Mi amigo Peter Palacio, coreógrafo, durante muchos años organizador del mejor festival anual de danza contemporánea americano, en Medellín, Colombia, vino de visita a México hace algunos años y llegó y me contagió y se obsesionó con la idea de conocer personalmente a mi amiga Yolanda Montes, Tongolele. “No va a ser fácil —le dije—. Todo el mundo la apapacha y la requiere. A mí me quiere mucho pero no es mi estilo andar de presumido y aprovecharme”.
Es que todos sus amigos, grandes y chicos, de varias generaciones, lo apresuraban en Colombia, en cada viaje, para que al regreso de México les contara algo, cualquier cosa, una rápida narración acerca de Tongolele; ella en vivo, esa diosa para varias generaciones, Tongolele... En fin, por motivos de sociología, le prometí que cenaríamos con ella. La llevaría yo a uno de esos muy funcionales y discretos restaurantes de la colonia Condesa. Allí, al terminar sus asuntos, Peter nos alcanzaría tras de los aperitivos.
La recogí en su casa. Brillaba de bonita. Enorme cabellera negra, lunar blanco en el cabello largo, de arriba a abajo, ojos verdes manchados de gotas moradas. Resplandeciente, no dejó de platicarme experiencias, sobrias presentaciones en su retiro, entrevistas siempre discretas con su prensa, anonadaciones populares. Uno o dos drinks en un restaurante con pocos parroquianos. A gusto. Espléndida situación porque no había mirones ni arremolinaciones populares en nuestra mesa. Ella irradiaba tranquilidad y belleza. Charla susurrante cuando llegó Peter Palacio. Tuve que levantarme y sostenerlo para que no cayera desmayado al suelo, tal era la importancia para él de la experiencia Tongolele en vivo: un acontecimiento biográfico.

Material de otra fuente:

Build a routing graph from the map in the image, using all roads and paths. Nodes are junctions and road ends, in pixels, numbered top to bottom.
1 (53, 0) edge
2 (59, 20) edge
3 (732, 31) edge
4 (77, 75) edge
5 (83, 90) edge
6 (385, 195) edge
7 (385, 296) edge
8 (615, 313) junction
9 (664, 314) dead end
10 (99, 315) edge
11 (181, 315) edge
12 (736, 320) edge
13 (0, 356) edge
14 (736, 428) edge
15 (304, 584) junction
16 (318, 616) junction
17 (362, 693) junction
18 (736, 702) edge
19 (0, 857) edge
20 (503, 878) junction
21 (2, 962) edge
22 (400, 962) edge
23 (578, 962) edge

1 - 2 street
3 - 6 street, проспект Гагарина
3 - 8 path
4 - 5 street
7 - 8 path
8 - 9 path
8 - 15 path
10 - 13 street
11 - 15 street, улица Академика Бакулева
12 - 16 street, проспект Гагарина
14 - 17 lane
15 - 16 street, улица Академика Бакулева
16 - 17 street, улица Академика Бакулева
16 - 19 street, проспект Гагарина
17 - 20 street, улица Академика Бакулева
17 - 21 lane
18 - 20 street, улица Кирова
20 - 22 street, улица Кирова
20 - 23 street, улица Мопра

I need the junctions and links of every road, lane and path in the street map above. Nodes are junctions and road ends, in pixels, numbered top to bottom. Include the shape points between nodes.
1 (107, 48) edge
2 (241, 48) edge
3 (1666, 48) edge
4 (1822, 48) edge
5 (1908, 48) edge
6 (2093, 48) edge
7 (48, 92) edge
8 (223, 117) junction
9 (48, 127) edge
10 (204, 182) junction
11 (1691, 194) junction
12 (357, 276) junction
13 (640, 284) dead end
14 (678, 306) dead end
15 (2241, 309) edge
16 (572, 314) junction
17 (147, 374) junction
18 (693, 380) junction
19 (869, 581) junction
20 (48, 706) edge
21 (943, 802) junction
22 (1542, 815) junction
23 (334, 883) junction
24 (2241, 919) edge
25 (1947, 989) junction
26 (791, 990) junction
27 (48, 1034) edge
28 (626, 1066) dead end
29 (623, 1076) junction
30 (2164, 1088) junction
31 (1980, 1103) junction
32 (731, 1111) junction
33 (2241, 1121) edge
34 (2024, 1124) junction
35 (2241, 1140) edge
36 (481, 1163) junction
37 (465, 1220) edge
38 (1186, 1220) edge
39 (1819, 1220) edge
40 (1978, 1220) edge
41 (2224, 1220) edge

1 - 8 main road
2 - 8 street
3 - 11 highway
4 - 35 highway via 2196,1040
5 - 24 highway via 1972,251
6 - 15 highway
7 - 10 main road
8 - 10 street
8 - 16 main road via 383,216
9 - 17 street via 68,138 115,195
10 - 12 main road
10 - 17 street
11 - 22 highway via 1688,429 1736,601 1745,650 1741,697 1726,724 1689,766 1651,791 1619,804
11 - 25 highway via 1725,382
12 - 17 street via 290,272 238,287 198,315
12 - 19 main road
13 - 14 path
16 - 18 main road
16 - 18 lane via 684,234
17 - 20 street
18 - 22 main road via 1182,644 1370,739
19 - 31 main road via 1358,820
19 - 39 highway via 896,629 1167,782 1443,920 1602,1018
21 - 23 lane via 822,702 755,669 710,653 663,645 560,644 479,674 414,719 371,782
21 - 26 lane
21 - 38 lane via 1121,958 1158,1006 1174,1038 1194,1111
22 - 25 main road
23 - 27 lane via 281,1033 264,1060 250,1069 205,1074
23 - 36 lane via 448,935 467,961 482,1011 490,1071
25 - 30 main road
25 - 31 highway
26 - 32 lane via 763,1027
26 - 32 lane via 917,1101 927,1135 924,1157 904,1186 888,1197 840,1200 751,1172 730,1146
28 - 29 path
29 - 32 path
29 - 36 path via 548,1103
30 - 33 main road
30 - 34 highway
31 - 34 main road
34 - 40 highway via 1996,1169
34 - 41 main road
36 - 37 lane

Nos medio hipnotizó Tongolele durante toda la cena. Pausada, brillante expositora de algunos aspectos de su vida y milagros, filmaciones, danzas y movimientos y lentas coreografías narradas, hablaba como si nos diera clase, con un entusiasmo total, en torno a su vida, a su cuerpo, a sus bailes y danzas y poses y su profunda seriedad y profesionalismo en los escenarios. Conocimiento cabal de su arte, sus presentaciones, sus ensayos y preparaciones y logros. Cierto acento estadounidense en su charla con narraciones y descripciones que salían, sorprendentes, con un dejo de brujería cosmopolita y contemporánea.
Me percaté sorprendido de que se dejaba convencer por Peter para viajar a Barranquilla, en la costa de Colombia, y presentarse ante un público que la considera todavía hoy, como nosotros, poseedora de la más sublime belleza carnal. Sólo debía aparecer inmóvil, espléndida, luz brillante alrededor de su cuerpo. Escenario como un altar y ella la Santa. Teatro lleno con sus feligreses de todas las edades. Yo no daba crédito a las habilidades de Peter. Llegaron al arreglo en torno al viaje de ida y de vuelta, en torno al espectáculo coreográfico que Peter montaría (una sagaz, lenta coreografía, pasos leves como de una aparición) ante la multitud de sus fans y seguidores de Colombia. Qué habilidad, a penas lo podía creer. Pedí y pagué la cuenta y recorrimos con fluidez el trayecto hacia la salida. Descansaba mi alma porque en ese restaurante no tuve que detener y soportar oleadas de admiradores, de solicitantes de autógrafos y fotos.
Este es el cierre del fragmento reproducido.